Earlier this week a 3000 site worked through a system halt by replacing Series 918 memory sticks. Ultimately the problem was resolved with newer memory, but a full replacement of the server might have been just as easily obtained. The relative performance of 3000s sold across the years becomes a factor in this sort of support equation. A manager might find themselves poring over a chart like the one at left (click for details of the A-Class comparisons to older 3000s.)
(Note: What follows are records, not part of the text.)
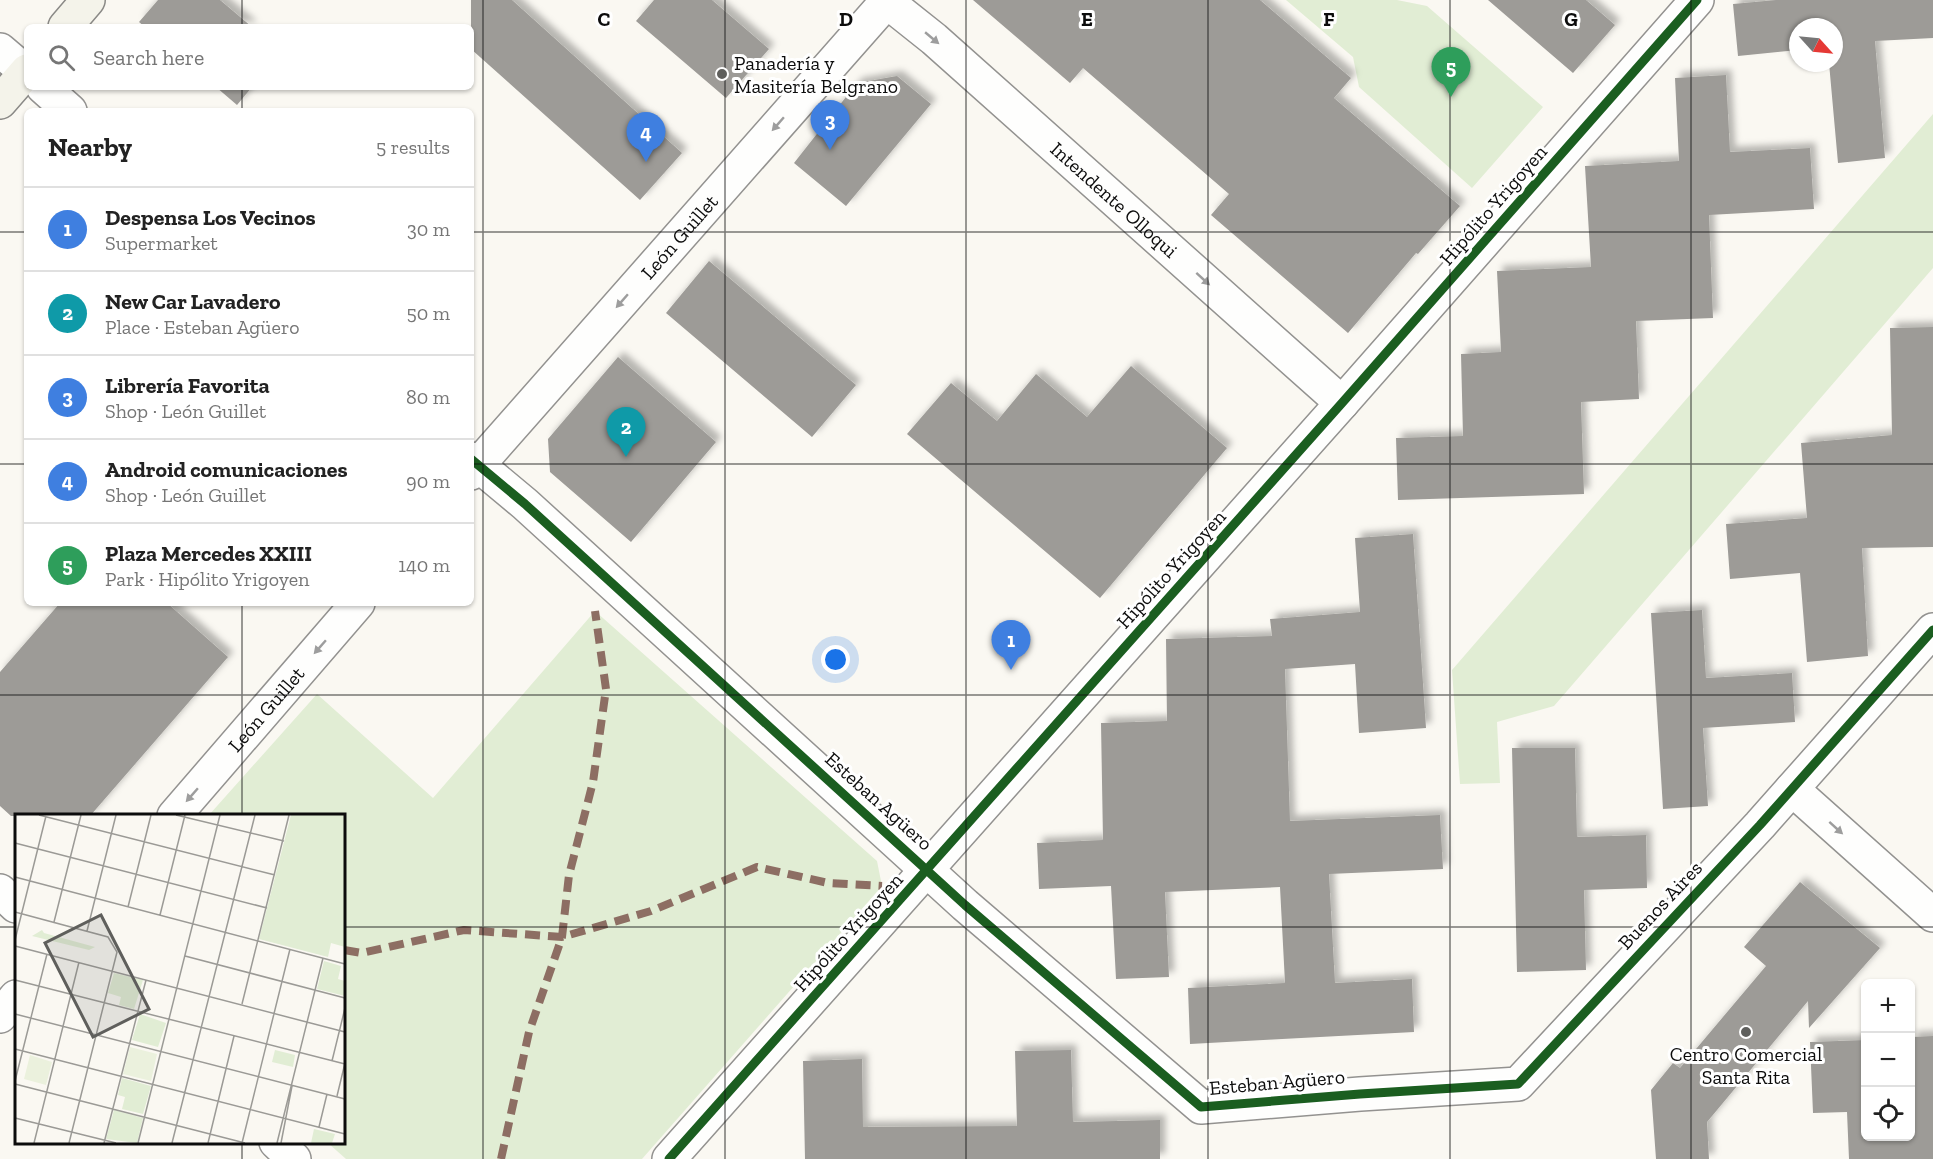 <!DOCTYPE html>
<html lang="en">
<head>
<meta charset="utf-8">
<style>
	body { margin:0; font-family:"Zilla Slab",serif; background:#f6f6f6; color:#222 }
	.controls { position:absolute; right:18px; bottom:18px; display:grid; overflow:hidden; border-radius:9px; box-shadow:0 2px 4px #0004 }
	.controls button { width:54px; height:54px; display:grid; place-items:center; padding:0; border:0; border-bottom:2px solid #e0e0e0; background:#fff; color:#222; font:30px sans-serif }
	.compass { position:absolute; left:1789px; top:18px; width:54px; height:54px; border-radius:50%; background:#fff; box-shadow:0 2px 4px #0004; rotate:117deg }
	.you { position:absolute; left:836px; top:660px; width:21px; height:21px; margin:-15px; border:4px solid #fff; border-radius:50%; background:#1a73e8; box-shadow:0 0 0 9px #1a73e833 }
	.badge { display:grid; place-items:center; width:39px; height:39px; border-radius:50%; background:#5f5f5c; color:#fff; font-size:20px; font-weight:700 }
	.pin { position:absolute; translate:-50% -50px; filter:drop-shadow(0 2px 3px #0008) }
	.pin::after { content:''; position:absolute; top:32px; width:21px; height:18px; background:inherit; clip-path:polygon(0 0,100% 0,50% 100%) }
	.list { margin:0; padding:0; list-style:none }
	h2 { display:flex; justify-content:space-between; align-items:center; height:78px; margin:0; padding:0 24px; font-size:26px }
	h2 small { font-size:20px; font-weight:400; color:#767676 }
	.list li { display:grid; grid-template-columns:39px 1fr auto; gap:18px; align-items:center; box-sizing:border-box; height:84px; padding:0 24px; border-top:2px solid #e0e0e0 }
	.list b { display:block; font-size:22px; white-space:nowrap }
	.list p { margin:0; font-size:20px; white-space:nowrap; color:#767676 }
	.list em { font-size:20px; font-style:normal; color:#767676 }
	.icon { flex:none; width:33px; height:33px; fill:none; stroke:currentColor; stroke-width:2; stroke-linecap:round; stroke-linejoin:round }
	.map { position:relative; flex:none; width:1933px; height:1159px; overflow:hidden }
	.search { position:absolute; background:#fff; box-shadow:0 2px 4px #0004; left:24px; top:24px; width:450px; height:66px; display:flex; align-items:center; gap:15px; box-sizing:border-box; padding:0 21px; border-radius:9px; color:#767676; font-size:22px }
	.panel { position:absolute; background:#fff; box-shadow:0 2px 4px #0004; left:24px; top:108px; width:450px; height:498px; border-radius:9px }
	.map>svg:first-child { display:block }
	.green { fill:#e1edd4 }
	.building { fill:#9d9b97; filter:url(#shadow) }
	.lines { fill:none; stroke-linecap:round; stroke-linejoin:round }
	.minor-casing { stroke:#939290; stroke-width:36 }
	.tertiary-casing { stroke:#939290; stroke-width:36 }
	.secondary-casing { stroke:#8a8986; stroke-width:36 }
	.minor { stroke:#fefefd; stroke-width:33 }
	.tertiary { stroke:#fefefd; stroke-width:33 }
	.secondary { stroke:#f4f3ea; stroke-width:33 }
	.quiet { stroke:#8d6e63; stroke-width:8; stroke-dasharray:15 8; stroke-linecap:butt }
	.cycleway-casing { stroke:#fff; stroke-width:13 }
	.cycleway { stroke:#1b5e20; stroke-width:9 }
	.oneway { fill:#9d9d9d }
	.grid { fill:none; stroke:#0c0c0c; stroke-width:1.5; stroke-opacity:0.55 }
	.poi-dot { fill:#5f5f5c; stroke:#fff; stroke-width:2 }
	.labels { text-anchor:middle; stroke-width:6; stroke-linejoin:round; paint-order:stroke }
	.poi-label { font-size:20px; fill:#0c0c0c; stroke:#fff; text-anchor:start }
	.street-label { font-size:20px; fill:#0c0c0c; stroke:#fff }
	.inset-road { fill:none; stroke:#9b9a96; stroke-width:1.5 }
	.view { fill:#5f5f5c; fill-opacity:0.15; stroke:#5f5f5c; stroke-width:3 }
	.inset-edge { fill:none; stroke:#0c0c0c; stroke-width:3 }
	.grid-label { font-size:20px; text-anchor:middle; font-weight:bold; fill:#0c0c0c; stroke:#fff; stroke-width:6; stroke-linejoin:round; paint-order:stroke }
</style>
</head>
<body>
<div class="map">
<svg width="1933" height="1159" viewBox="0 0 1933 1159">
	<defs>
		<filter id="shadow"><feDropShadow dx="5.5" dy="-5.5" stdDeviation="3" flood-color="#0004"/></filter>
	</defs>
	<rect width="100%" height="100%" fill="#faf8f2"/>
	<path class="green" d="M1286,0h111l30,6 116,101 -71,81 -113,-101 -6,-30z
		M1933,114v154l-379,438 -57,16 3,61 -40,1 -8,-114z
		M595,611l282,250 5,25 -240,273h-296l-18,-16 16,-1v-326l-135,-1 108,-121 116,104z"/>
	<path class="building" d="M158,0h62l32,27h-107l-6,-5z
		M471,0h41l170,153 -42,47 -169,-151z
		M654,0h58l57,49 -43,49 -90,-77z
		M973,0h287l91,78 -17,20 126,108 -42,48 -2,-1 -68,80 -137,-118 18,-21 -146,-126 -13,15z
		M1488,0h98l29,25 -42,48z
		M1776,0h157v38l-58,3 10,117 -47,5 -9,-100h5v-36h-36v23l-60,6 -5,-52z
		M1726,75l4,77 80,-4 4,61 -105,6 4,103 -77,3 3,78 -58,3 3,92 -186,6 -2,-62 67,-2 -2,-82 40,-2 -4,-81 94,-4 -6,-101 94,-5 -4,-83z
		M897,76l34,28 -85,102 -52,-43 63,-80z
		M216,87h36l-15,18z
		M709,261l147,124 -44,52 -146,-124z
		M1933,327v220l-71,1 6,108 -61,6 -7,-89 -70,6 -4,-55 81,-6 -6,-75 91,-8 -2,-107z
		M618,357l98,85 -85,100 -81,-70 -2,-33z
		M1131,366l96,82 -127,150 -193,-164 44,-51 46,38 39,-47 51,43z
		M1413,534l13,194 -67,5 -4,-69 -70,5 5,152 150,-6 3,54 -114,5 6,109 77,-4 2,53 -224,12 -2,-56 97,-5 -5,-96 -115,5 4,85 -53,2 -5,-93 -72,3 -2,-46 66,-3 -2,-117 66,-2 -1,-82 106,-3 -2,-17 90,-7 -5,-74z
		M60,603h107l61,54 -138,159h-79l-11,-10v-134z
		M1702,610l4,68 86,-5 3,49 -92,6 5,78 -45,3 -12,-196z
		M1512,748h63l2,89 69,-2 1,53 -63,2 2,80 -69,2z
		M1800,882l80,66 -71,80 -1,-27 -101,121 2,37h-53l-5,-69 22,-27 7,5 86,-102 -22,-19z
		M1933,1036v123h-84l-2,-47 -34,1 -3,-71 56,-2v97h45v-100z
		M1071,1050l2,72 87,-2v39h-355l-2,-98 59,-2 1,68 154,-1 -2,-75z"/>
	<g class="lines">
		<defs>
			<g id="minor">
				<path id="s1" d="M885,0l49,39 408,364"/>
				<path d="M0,50l27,23"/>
				<path d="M43,87l27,24"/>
				<path d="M471,459l54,45 440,401 236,202 159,-13 158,-10 242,-259 173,-195"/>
				<path d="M1792,789l141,126"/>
				<path d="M0,891l16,15"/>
				<path d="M276,1142l18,17"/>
				<path d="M669,1159l673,-756 355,-403"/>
			</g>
			<g id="tertiary">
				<path id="s2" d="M471,473l417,-473"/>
				<path id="s3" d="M174,816l184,-213"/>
				<path d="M0,1016l16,-19"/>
			</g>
			<path id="secondary" d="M65,27l23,-27
				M0,102l27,-31"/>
		</defs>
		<use href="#minor" class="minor-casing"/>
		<use href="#tertiary" class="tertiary-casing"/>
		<use href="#secondary" class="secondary-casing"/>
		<use href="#minor" class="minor"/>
		<use href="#tertiary" class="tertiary"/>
		<use href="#secondary" class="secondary"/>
		<path class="quiet" d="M344,950l18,3 102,-23 98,7 89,-26 106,-44 71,16 54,3
			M501,1159l28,-127 33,-95 7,-62 24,-93 13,-93 -11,-78"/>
		<defs>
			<path id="cycleway" d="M471,459l54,45 440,401 236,202 159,-13 158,-10 242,-259 173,-195
				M669,1159l673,-756 355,-403"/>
		</defs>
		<use href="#cycleway" class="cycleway-casing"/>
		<use href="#cycleway" class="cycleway"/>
	</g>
	<defs><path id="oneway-solid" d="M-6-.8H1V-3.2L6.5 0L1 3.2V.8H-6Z" transform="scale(1.5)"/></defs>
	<g class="oneway">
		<use href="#oneway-solid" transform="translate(932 38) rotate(40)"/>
		<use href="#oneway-solid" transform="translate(778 124) rotate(131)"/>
		<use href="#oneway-solid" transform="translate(1203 279) rotate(42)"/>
		<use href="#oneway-solid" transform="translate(622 301) rotate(131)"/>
		<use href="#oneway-solid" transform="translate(320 647) rotate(131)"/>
		<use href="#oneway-solid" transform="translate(192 795) rotate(131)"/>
		<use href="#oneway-solid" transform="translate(1836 828) rotate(42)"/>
	</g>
	<path class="grid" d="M242,0v27M483,0v1159M725,0v1159M966,0v1159M1208,0v1159M1450,0v1159M1691,0v1159M242,87v24M0,232h27M471,232h1462M0,464h27M471,464h1462M242,603v213M0,695h1933M0,927h16M344,927h1589M242,1142v17"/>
	<g class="poi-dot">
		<circle cx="722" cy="74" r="6"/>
		<circle cx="1746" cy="1032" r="6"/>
	</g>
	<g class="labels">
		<g class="poi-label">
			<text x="734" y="70">Panadería y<tspan x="734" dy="23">Masitería Belgrano</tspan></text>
			<text x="1746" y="1061" text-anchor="middle">Centro Comercial<tspan x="1746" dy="23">Santa Rita</tspan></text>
		</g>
		<g class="street-label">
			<text dy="7" stroke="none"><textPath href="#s1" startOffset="304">Intendente Olloqui</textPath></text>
			<text transform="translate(1493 205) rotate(-49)" y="7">Hipólito Yrigoyen</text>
			<text dy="7" stroke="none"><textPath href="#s2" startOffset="315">León Guillet</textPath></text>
			<text transform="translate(1171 569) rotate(-48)" y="7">Hipólito Yrigoyen</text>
			<text dy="7" stroke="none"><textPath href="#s3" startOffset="141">León Guillet</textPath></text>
			<text transform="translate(879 801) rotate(42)" y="7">Esteban Agüero</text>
			<text transform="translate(1660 905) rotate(-47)" y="7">Buenos Aires</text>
			<text transform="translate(848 932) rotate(-48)" y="7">Hipólito Yrigoyen</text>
			<text transform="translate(1277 1082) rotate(-5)" y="7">Esteban Agüero</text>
		</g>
	</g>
	<g transform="translate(15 814)">
		<rect width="330" height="330" fill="#faf8f2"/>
		<path d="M276,1h54v132l-14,-4 -3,14 -69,-18zM27,116l2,3 51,14 -6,3 -57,-14zM309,147l17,5 -3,13 7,2v15l-28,-7zM99,159l29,7 -9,29 -15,-4 2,-8 -13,-4zM125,200l26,9 -8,24 -26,-7zM260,236l20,5 -2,12 -21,-5zM107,264l29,8 -8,28 -21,-5 3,-12 -7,-2zM99,296l29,8 -6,25 -31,-4zM299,315l21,5 -3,9h-21z" fill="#e1edd4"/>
		<path d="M115,233l27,7 -6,27 -28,-7zM15,241l22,7 -6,23 -22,-6z" fill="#ebf1dd"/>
		<path class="inset-road" d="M24,1l236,60M161,1l108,26M0,29l252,65M0,63l330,87M113,93l23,-92M0,98l93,25 9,15 -48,191M145,101l25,-100M39,108l27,-107M72,117l29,-116M0,126l31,-124M0,132l330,86M170,142l160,42M0,166l330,84M227,190l47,-189M0,200l330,85M0,235l330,85M317,247l13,-53M0,267l32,-127M0,270l230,59M322,282l8,-33M0,304l101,25M304,313l8,-33M19,329l45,-181M89,329l42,-163M123,329l82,-328M157,329l83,-328M193,329l26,-107M227,329l48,-194M262,329l46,-185M266,329l11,-57"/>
		<path class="view" d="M86,101l48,94 -56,28 -48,-94z"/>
		<rect width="330" height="330" class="inset-edge"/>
	</g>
	<g class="grid-label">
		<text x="604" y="26">C</text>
		<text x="846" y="26">D</text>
		<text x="1087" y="26">E</text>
		<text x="1329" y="26">F</text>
		<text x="1571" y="26">G</text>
	</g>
</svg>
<div class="controls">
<button>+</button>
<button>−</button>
<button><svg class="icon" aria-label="locate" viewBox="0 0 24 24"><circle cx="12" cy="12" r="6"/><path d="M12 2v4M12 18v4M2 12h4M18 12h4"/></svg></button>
</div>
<svg class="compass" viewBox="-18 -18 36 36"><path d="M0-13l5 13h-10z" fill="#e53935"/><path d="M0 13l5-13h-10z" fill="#767676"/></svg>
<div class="you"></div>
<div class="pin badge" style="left:1011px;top:670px;background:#3f7fe0">1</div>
<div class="pin badge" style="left:626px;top:457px;background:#0f9aa8">2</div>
<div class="pin badge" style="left:830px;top:150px;background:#3f7fe0">3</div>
<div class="pin badge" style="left:646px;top:162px;background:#3f7fe0">4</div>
<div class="pin badge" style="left:1451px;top:97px;background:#2e9e5b">5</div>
<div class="search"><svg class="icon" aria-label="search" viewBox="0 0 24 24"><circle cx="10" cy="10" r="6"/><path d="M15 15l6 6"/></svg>Search here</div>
<section class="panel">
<h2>Nearby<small>5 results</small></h2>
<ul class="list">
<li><span class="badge" style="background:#3f7fe0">1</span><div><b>Despensa Los Vecinos</b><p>Supermarket</p></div><em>30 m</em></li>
<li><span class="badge" style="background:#0f9aa8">2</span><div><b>New Car Lavadero</b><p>Place · Esteban Agüero</p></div><em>50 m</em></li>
<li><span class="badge" style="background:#3f7fe0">3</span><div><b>Librería Favorita</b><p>Shop · León Guillet</p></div><em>80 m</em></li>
<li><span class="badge" style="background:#3f7fe0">4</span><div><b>Android comunicaciones</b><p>Shop · León Guillet</p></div><em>90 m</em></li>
<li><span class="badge" style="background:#2e9e5b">5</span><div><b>Plaza Mercedes XXIII</b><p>Park · Hipólito Yrigoyen</p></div><em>140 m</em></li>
</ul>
</section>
</div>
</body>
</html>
HP was never much motivated to benchmark its 3000 line against the rest of the world's business servers. However, customers about to upgrade were able to define the relationship between the boxes in the lineup. HP used a 1.3 HP 3000 Performance Unit rating for its Series 42 HP 3000 classics, the pre-RISC range of models before MPE/XL. Most customers consider a Series 917 to be the bottom of the PA-RISC line, and that server earns a Performance Unit score of 10.
The tables and rating sheets were printed by HP until 2004. For example, here's one of the last, a page from the HP e3000 Business Servers Configuration Guide. The ultimate generation A-Class servers start at a 17 and make their way up to an 84. The N-Class computers start at 100 and build up to 768. In general, an A-Class with a 200 at its model tail end will be faster than what is being replaced from anything that's not an A- or N-Class.
Even in 2017, these numbers can matter. A Series 918 will be approaching age 23 by now, first manufactured in 1994. An A-Class server is at most 15 years old. Replacing 9x8s with A-Class servers can be a way to delay replacing HP's 3000 gear altogether. Rejuvenation like this is not a long-term solution, but a manager might be in between the rock of aging iron and the hard place of frozen software licenses.
Used A-Class or N-Class servers can add reliability for customers who must homestead. Even the ones selling for $2,000 are a lower cost to avoid downtime than a search for 25-year-old memory components.
AICS Research, the software company that developed the QueryCalc 3000 app and the QCTerm freeware terminal emulator, created the most direct comparison tool back in the middle of the 2000s. Even though AICS has closed its website, the data lives on across the 3000 universe's webpages. 3k Ranger owner Keven Miller posted a link to his copy of the AICS data.
What HP's 3000 performance rating means can be debated. At HP World in 2002, HP announced the final new 3000 systems, all based upon the PA-8700 processors. At the high end HP announced a new N-Class system based upon the 750 MHz PA-8700 processor. The new N4000-400-750 was the first HP e3000 to achieve an MPE/iX Relative Performance Units (MRPU) rating of 100; the Series 918 has an MRPU of 1.
HP contends that the MRPU is the only valid way to measure the relative performance of MPE systems. In particular, they maintain that the MHz rating is not a valid measure of relative performance, though they continued to use virtual MHz numbers for systems with software-crippled processors. For example, there are no 380 MHz or 500 MHz PA-RISC processors. Unfortunately, the MRPU does not allow for the comparison of the HP e3000 with other HP systems, even the HP 9000s and Integrity servers.
HP has changed the way it rates systems three times over the life of the HP 3000. During the middle years, the Series 918 was the standard with a rating of 1. In 1998, HP devised a new measurement standard for the systems it was introducing that no longer had the Series 918 at 1. It is under this new system that the N4000-400-750 is rated at 100. Applying a correction factor, AICS Research has rated the N4000-400-750 at 76.8 relative to the Series 918’s rating of 1.